The military talks a lot about honor and sacrifice, and how hard
that's supposed to be, but when it comes to Iraq, all that talk just
seems to go right out the window, to be replaced by a sort of
therapeutic "it's just a job", "it's just a contract I'm obliged to
fulfill" sort of self-rationalization. I don't buy that though for a
second. I do think there's something honorable about this war, but I
don't think you have to go all the way to Iraq to find it. You can
find it right here, and you don't even have to break the law. The
Uniform Code of Military justice says that no one can be punished for
disobeying an "illegal or unethical" order. The Nuremburg trials said
that "just following orders" just doesn't cut it, and that every
soldier is ultimately responsible for their actions.
If nothing else, while so many people are still going to Iraq despite
anything that I or anyone else could say about how great it would be
for more people to stand up like Camilo, maybe we can at least do
something hook them up with some groups in the movement so they can
at least know more about their rights, and, if later they do do
something like file for CO status or refuse and illegal or immoral
order, they won't be alone cause they will already be connected to a
crew of some folks who can back them up. IVAW and the GI rights
hotline are a few good places to start, so are the Central Committee
for Conscientious Objectors and the Citizen-Soldier group.
But most important of all, I think, for whoever has bothered to read
this thing this long, is what YOU are doing. What are you doing to
let you government know that its actions are unacceptable and will
not be met without resistance? What are you doing to let the troops
know that it's actually a perfectly natural thing for them to be
freaking out about deployments right now, and that *if* they do want
to try and do something to get out of it, that there will be people
there behind them to support them and back them up?

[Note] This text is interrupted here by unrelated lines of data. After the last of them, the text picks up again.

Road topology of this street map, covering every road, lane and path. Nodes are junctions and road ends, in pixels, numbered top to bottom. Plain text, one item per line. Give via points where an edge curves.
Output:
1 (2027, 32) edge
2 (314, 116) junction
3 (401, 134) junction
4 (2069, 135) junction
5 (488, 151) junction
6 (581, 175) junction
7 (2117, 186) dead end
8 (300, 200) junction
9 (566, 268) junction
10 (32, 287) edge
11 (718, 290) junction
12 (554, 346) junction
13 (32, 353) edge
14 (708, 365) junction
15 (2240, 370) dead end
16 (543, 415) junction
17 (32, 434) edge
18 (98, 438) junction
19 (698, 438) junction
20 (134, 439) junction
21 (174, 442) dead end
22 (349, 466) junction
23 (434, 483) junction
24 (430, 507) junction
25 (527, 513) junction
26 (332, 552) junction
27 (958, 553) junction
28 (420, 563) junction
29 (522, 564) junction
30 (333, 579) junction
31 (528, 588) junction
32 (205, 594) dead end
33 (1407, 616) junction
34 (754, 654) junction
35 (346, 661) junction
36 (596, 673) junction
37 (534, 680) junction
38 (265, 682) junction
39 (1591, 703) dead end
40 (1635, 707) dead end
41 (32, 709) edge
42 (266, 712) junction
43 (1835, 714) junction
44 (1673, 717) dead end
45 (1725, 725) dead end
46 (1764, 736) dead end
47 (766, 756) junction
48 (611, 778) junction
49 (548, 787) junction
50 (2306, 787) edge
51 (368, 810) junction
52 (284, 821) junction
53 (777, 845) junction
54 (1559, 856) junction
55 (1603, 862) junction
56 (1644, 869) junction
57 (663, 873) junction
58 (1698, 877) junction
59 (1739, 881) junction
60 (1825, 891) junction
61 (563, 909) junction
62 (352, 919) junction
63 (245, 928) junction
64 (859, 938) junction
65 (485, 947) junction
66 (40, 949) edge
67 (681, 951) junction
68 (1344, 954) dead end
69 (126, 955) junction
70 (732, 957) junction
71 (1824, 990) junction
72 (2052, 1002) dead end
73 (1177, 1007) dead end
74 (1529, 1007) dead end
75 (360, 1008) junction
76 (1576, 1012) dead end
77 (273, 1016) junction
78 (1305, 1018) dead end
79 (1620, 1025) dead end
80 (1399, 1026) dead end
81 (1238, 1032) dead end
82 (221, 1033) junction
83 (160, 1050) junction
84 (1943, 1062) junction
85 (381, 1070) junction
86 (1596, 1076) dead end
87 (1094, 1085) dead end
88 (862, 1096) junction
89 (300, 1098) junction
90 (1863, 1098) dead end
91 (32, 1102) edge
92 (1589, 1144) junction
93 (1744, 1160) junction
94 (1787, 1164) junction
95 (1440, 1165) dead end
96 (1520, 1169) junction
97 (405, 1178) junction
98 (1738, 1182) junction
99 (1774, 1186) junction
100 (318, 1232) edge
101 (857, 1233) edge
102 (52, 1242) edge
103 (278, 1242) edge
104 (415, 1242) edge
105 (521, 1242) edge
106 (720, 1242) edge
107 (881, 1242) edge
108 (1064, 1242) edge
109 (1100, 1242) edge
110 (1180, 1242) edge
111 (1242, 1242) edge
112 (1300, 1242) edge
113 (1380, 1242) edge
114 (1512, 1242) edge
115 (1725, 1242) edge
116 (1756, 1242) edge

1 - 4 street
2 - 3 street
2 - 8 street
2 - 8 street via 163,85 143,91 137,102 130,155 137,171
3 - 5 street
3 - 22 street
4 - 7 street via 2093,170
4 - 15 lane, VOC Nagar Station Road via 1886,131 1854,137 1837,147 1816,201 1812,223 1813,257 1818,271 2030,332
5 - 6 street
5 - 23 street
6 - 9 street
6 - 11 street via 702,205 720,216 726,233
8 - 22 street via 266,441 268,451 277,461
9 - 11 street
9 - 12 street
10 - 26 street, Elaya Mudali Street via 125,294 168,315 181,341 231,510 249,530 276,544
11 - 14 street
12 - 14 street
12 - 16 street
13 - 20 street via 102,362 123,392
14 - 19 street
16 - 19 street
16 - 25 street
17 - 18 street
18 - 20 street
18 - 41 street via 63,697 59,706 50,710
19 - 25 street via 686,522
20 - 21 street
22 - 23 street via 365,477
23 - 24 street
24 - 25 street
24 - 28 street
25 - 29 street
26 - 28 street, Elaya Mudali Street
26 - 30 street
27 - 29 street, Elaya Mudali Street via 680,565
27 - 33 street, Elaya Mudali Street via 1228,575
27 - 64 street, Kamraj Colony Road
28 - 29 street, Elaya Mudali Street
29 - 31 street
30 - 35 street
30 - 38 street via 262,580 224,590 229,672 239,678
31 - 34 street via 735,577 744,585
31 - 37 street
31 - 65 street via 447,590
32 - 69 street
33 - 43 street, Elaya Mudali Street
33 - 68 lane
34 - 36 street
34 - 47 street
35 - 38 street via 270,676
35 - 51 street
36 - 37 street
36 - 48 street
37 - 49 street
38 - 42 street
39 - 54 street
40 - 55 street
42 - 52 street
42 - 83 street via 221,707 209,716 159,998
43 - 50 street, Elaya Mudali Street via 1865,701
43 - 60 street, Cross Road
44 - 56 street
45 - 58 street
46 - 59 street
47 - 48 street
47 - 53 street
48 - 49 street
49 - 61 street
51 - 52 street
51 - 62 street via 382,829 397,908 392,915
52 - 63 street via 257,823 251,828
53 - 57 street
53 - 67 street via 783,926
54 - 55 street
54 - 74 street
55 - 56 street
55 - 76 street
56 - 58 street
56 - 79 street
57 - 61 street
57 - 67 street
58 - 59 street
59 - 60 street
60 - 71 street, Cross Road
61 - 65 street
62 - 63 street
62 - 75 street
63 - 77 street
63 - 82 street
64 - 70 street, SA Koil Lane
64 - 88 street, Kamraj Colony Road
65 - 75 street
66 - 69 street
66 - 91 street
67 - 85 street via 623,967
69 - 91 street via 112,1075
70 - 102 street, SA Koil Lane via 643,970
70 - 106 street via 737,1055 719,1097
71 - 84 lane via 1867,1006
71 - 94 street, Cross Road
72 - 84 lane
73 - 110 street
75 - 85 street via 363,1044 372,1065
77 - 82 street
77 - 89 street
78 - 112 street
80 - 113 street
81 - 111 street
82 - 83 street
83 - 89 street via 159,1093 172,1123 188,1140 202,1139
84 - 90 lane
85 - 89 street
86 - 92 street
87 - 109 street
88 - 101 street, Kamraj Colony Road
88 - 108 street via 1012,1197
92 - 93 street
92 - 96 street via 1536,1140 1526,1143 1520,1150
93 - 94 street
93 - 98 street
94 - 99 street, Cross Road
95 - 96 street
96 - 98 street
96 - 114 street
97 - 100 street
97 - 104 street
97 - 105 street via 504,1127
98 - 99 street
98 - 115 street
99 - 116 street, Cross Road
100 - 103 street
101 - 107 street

The starting point for any of this has to be Troops Out Now. You
can't even begin to think seriously about how to "end" the war if you
don't even yet think that you *must* end the war. "We can't leave
*yet*" is a pro-war argument that is designed to sap all sense of
URGENCY away from the antiwar movement. You can't build a movement if
you're not passionate about the cause, and if someone tells you that
they don't want to be deployed to Iraq, but Bush has you thinking
that there's just "no alternative" to them going over there and
getting shot at- then your entire potential effectiveness as a
compassionate human, as a source of comfort, as a political pole of
attraction that can help point out alternatives to people, has been
totally neutralized. You can't fight the war if you fundamentally
agree with the justifications for it.
Christmas is the giving season. And you've just been given some good
advice.
TROOPS OUT NOW! COLLEGE NOT COMBAT! RELIEF NOT WAR!